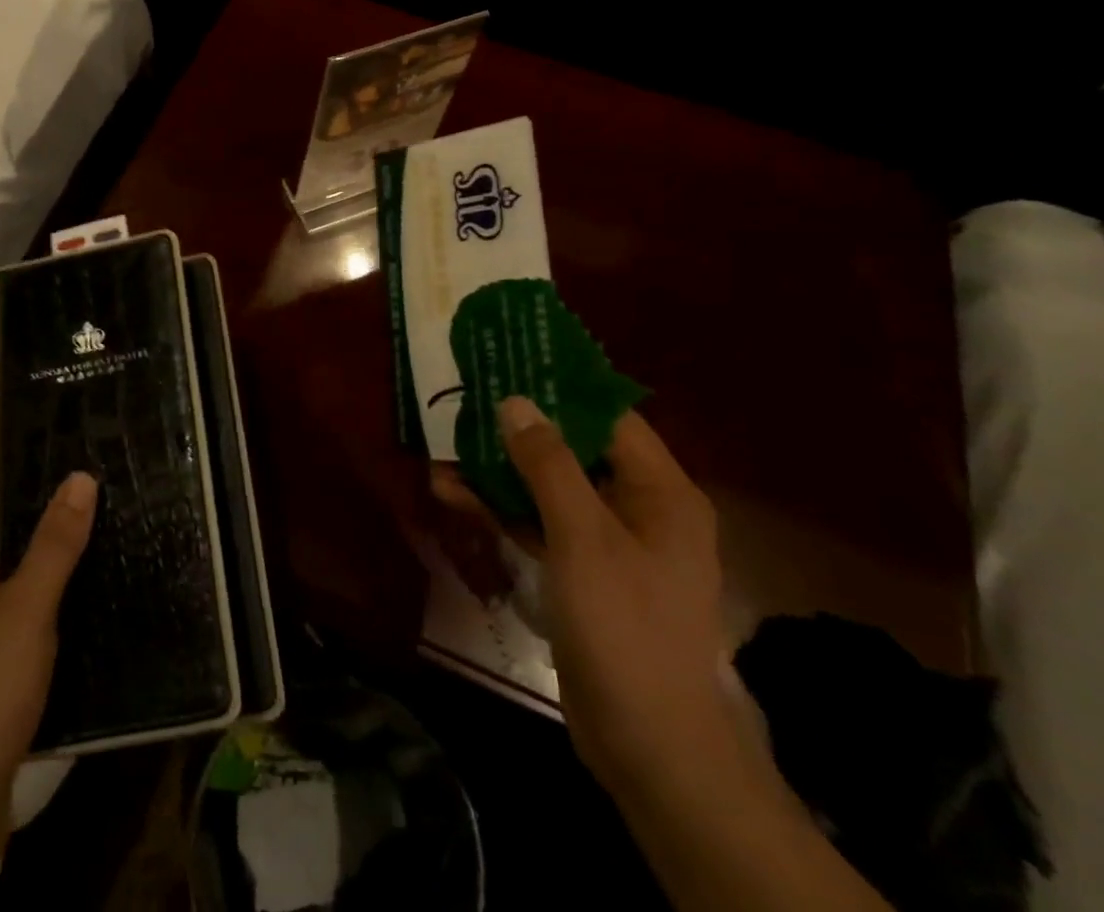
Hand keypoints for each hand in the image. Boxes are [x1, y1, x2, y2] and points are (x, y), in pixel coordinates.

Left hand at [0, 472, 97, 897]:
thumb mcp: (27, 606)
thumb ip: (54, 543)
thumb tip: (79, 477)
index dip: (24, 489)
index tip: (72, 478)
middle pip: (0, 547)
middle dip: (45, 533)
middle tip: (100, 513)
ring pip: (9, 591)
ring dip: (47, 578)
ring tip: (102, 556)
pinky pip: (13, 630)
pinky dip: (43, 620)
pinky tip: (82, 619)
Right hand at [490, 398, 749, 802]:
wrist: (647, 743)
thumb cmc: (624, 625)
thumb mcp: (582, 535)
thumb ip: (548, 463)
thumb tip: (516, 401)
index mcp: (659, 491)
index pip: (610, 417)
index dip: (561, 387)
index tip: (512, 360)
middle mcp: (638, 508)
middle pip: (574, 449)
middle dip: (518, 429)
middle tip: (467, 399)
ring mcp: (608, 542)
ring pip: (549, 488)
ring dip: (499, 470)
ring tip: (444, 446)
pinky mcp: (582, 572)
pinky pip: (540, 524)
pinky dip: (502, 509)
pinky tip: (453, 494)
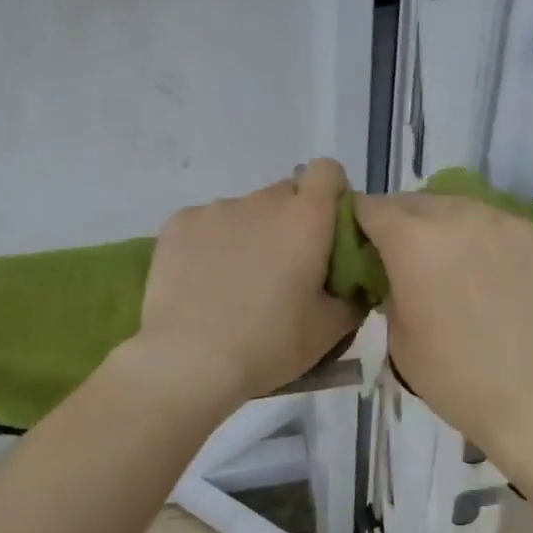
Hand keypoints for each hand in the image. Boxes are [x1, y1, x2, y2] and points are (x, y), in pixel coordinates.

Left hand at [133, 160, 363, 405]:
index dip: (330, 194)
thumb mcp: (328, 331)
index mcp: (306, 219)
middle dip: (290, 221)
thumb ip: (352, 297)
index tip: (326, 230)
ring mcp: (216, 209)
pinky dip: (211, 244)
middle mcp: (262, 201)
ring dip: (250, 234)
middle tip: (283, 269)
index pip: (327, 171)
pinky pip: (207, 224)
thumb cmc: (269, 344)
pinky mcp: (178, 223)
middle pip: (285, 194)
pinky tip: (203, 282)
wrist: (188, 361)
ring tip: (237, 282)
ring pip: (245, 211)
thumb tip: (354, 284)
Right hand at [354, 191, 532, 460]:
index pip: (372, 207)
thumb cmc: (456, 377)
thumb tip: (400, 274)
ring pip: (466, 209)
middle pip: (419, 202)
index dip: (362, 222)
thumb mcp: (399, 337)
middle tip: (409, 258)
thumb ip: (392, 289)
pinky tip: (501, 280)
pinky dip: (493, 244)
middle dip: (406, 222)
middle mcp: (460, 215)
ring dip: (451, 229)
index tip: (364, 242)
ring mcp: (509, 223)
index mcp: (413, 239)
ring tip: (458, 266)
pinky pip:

================

> How to complete this task
Exact copies of the entries above are needed, with every picture removed.

> Answer to this task
Hand keypoints for each hand in the image. Boxes are [x1, y1, x2, y2] and points are (x, y), in pixel coordinates.

Left hand at [0, 472, 97, 897]:
thumb mcp: (27, 606)
thumb ip: (54, 543)
thumb tip: (79, 477)
index dip: (24, 489)
index tip: (72, 478)
middle pip: (0, 547)
middle dip: (45, 533)
middle tip: (100, 513)
ring pip: (9, 591)
ring dip: (47, 578)
ring tip: (102, 556)
pinky pip: (13, 630)
pinky dip: (43, 620)
pinky tip: (82, 619)
Right hand at [490, 398, 749, 802]:
wrist: (647, 743)
thumb cmc: (624, 625)
thumb mcp: (582, 535)
thumb ip: (548, 463)
thumb tip: (516, 401)
index mcp: (659, 491)
index pip: (610, 417)
index dip: (561, 387)
index tip: (512, 360)
middle mcp: (638, 508)
middle pip: (574, 449)
middle dip: (518, 429)
middle tip: (467, 399)
ring mcp: (608, 542)
ring pip: (549, 488)
ring dip: (499, 470)
ring tip: (444, 446)
pinky mcp: (582, 572)
pinky pip: (540, 524)
pinky dip: (502, 509)
pinky tip: (453, 494)
Hand keypoints for each hand in the image. Boxes are [x1, y1, x2, y2] and points are (x, y), in pixel coordinates.

Left hand at [133, 160, 363, 405]:
index dip: (330, 194)
thumb mcp: (328, 331)
index mcp: (306, 219)
middle dip: (290, 221)
thumb ip: (352, 297)
index tip: (326, 230)
ring mcp: (216, 209)
pinky dip: (211, 244)
middle mcp: (262, 201)
ring dip: (250, 234)
middle tip: (283, 269)
index pip: (327, 171)
pinky pip: (207, 224)
thumb cmc: (269, 344)
pinky mcp: (178, 223)
middle pip: (285, 194)
pinky tip: (203, 282)
wrist: (188, 361)
ring tip: (237, 282)
ring pip: (245, 211)
thumb tip: (354, 284)
Right hand at [354, 191, 532, 460]:
index pip: (372, 207)
thumb cmc: (456, 377)
thumb tip: (400, 274)
ring pip: (466, 209)
middle pip: (419, 202)
index dip: (362, 222)
thumb mcp: (399, 337)
middle tip: (409, 258)
thumb ip: (392, 289)
pinky tip: (501, 280)
pinky dip: (493, 244)
middle dip: (406, 222)
middle mcp: (460, 215)
ring dip: (451, 229)
index tip: (364, 242)
ring mcp: (509, 223)
index mcp: (413, 239)
ring tip: (458, 266)
pinky pip:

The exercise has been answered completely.